======== DATA LISTING ========

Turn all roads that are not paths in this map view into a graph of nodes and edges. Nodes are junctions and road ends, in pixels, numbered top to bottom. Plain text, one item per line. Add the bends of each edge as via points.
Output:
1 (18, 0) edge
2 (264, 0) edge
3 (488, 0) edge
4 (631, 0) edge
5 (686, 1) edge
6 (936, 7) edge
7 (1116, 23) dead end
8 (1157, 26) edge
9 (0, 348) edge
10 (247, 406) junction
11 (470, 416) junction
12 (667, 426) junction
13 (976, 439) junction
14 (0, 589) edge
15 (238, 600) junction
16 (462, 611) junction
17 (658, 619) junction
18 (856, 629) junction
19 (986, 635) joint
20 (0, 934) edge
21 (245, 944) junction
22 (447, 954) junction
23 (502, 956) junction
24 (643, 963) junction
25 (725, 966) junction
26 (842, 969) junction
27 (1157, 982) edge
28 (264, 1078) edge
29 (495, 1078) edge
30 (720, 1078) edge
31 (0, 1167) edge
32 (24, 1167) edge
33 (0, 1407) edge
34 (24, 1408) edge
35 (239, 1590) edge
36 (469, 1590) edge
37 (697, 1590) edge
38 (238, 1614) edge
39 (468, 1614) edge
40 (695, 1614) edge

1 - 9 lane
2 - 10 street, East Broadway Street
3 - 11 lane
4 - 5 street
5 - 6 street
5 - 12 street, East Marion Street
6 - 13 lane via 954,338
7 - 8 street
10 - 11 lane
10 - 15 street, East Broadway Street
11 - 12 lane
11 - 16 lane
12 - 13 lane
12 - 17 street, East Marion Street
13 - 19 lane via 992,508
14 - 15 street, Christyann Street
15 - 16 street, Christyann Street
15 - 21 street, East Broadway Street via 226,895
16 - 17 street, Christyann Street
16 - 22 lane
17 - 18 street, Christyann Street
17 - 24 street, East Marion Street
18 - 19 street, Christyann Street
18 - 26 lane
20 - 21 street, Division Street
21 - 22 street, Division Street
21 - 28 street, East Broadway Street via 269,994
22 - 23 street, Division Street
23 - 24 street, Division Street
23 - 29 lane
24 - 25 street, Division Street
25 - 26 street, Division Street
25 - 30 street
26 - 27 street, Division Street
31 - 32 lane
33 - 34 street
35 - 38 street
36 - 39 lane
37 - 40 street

========
======== DATA LISTING ========

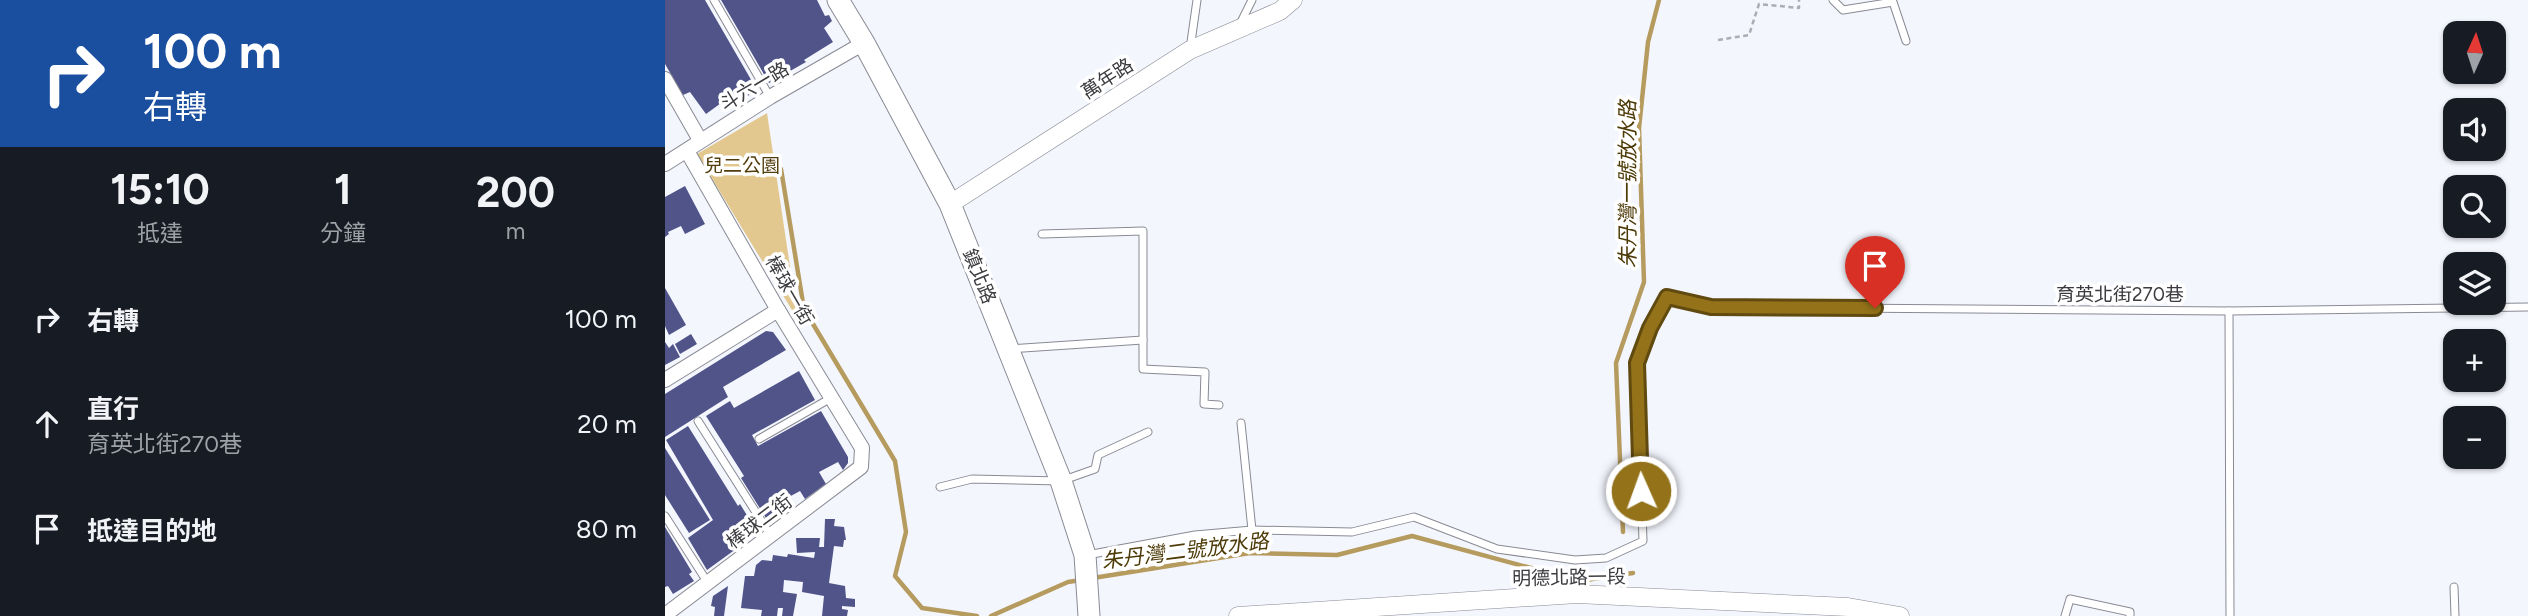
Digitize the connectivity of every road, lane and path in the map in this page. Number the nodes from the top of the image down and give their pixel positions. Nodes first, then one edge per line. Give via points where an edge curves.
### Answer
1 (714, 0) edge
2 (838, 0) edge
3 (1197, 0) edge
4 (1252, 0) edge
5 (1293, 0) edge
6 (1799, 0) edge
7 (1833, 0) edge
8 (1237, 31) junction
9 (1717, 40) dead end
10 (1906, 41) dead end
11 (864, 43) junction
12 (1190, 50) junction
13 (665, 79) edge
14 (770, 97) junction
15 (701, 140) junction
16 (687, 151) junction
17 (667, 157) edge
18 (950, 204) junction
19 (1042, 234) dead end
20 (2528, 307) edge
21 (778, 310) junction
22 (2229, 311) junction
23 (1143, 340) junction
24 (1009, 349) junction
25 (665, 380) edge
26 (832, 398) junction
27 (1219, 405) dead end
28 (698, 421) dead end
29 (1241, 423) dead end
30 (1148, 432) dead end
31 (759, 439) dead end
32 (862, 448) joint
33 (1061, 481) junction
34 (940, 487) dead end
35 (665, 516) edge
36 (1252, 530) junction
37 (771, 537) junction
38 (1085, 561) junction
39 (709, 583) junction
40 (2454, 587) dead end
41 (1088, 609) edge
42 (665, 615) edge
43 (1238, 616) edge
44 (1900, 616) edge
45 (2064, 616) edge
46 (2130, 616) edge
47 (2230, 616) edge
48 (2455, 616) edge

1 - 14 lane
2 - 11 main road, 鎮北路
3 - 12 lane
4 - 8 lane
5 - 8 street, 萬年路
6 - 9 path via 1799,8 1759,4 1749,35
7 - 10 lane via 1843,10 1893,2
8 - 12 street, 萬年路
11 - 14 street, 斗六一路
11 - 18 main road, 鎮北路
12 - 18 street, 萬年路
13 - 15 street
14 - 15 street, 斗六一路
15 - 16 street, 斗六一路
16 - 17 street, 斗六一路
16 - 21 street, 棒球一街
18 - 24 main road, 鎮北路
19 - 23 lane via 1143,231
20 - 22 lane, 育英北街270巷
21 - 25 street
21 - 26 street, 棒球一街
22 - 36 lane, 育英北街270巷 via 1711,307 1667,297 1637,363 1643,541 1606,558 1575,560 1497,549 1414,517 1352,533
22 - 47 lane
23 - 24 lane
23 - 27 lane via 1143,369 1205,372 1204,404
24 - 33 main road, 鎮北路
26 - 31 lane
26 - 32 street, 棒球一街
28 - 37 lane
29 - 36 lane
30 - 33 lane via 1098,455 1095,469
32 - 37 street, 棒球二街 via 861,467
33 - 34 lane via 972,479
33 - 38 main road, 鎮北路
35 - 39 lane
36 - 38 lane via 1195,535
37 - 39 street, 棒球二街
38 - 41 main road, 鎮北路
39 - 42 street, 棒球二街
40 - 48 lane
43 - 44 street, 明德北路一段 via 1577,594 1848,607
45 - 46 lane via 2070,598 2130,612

========
======== DATA LISTING ========

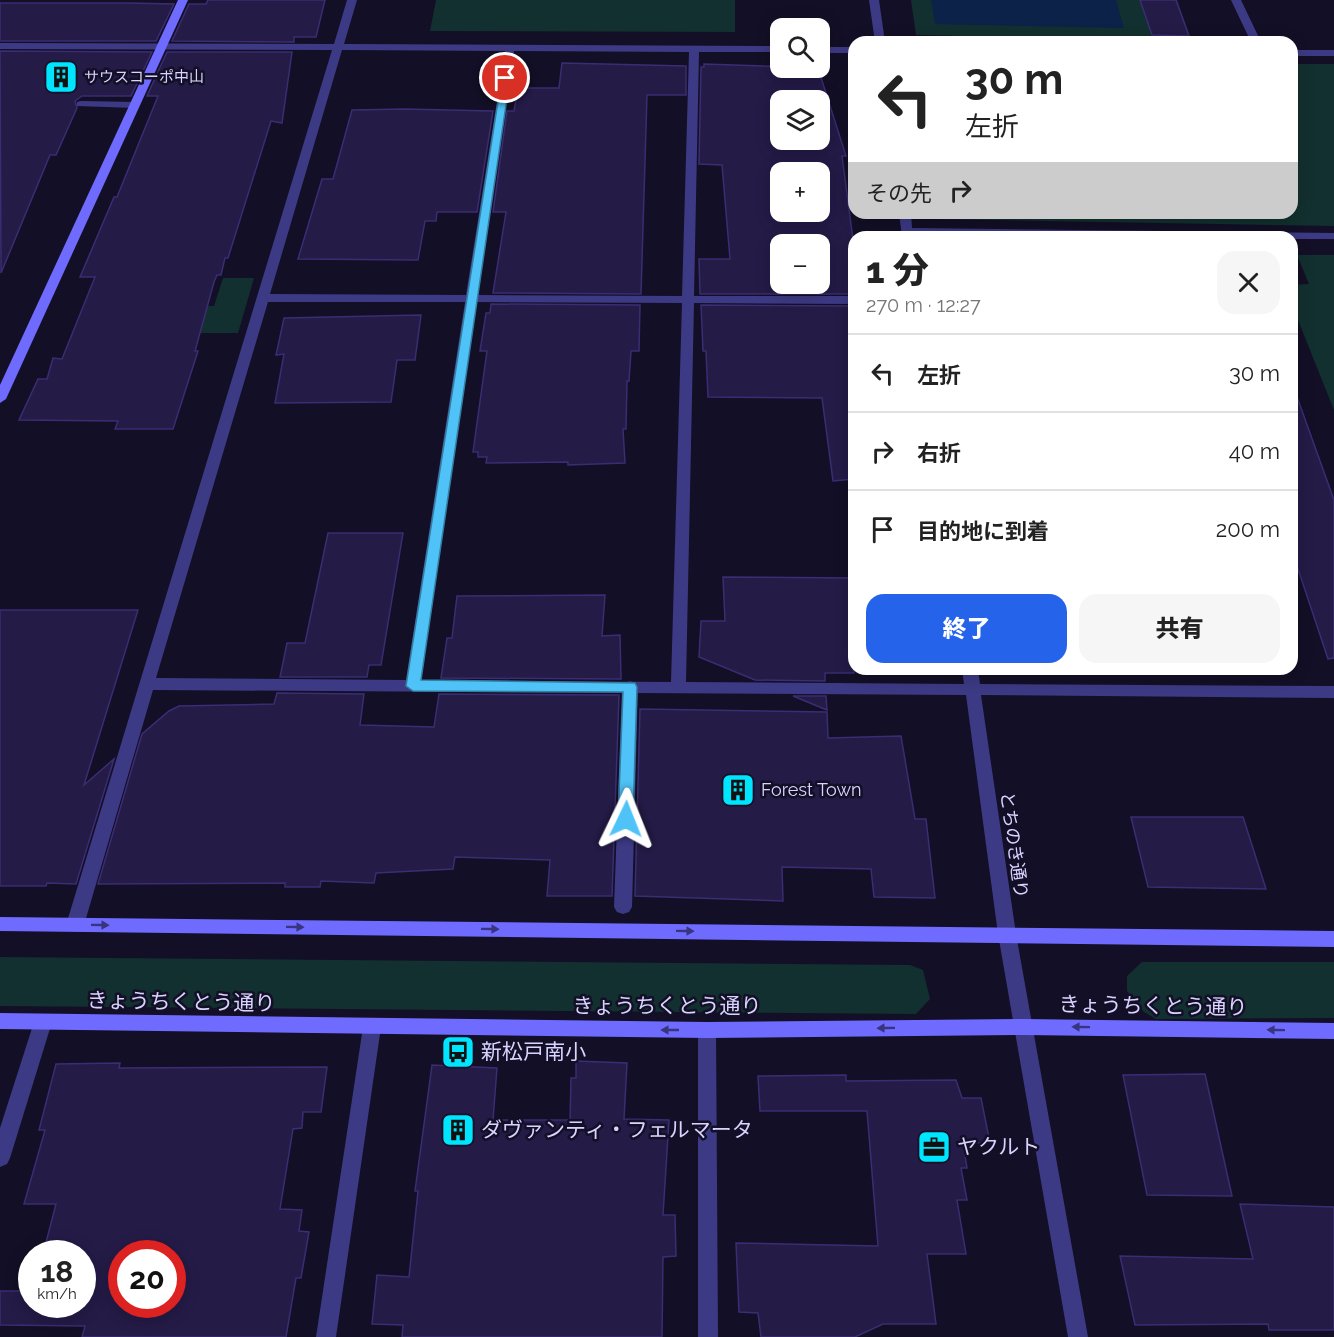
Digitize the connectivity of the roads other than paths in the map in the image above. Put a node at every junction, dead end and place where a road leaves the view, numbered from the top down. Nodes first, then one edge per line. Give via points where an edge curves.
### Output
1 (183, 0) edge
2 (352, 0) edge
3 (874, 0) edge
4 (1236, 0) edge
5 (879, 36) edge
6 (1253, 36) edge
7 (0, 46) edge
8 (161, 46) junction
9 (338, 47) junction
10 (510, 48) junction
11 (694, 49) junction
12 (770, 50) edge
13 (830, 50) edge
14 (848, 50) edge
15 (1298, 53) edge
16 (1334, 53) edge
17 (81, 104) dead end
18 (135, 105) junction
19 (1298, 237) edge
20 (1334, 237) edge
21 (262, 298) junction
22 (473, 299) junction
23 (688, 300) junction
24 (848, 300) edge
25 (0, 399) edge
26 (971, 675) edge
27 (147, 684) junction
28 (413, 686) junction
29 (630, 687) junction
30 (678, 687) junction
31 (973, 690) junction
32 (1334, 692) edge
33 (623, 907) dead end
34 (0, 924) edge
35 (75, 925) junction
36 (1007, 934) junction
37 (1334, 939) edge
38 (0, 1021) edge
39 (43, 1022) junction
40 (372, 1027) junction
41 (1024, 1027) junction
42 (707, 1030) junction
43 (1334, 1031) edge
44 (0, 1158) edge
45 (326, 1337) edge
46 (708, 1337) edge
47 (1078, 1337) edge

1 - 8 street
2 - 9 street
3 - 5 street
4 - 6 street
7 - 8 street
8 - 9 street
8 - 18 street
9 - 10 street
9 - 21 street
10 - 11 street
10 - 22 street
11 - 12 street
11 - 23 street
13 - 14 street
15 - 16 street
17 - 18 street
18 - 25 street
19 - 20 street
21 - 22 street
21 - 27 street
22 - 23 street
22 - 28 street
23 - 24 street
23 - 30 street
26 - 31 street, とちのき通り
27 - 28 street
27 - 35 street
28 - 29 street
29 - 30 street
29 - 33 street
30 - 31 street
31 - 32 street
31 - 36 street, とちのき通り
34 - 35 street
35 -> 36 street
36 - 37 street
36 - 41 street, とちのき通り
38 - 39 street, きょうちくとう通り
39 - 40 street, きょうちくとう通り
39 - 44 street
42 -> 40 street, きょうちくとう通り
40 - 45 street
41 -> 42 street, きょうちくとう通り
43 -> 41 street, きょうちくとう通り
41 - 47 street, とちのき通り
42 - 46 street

========

_PROBLEM DESCRIPTION_
Could you report every line of the material that contains the string "Broadway"?

_YOUR SOLUTION_
2 - 10 street, East Broadway Street
10 - 15 street, East Broadway Street
15 - 21 street, East Broadway Street via 226,895
21 - 28 street, East Broadway Street via 269,994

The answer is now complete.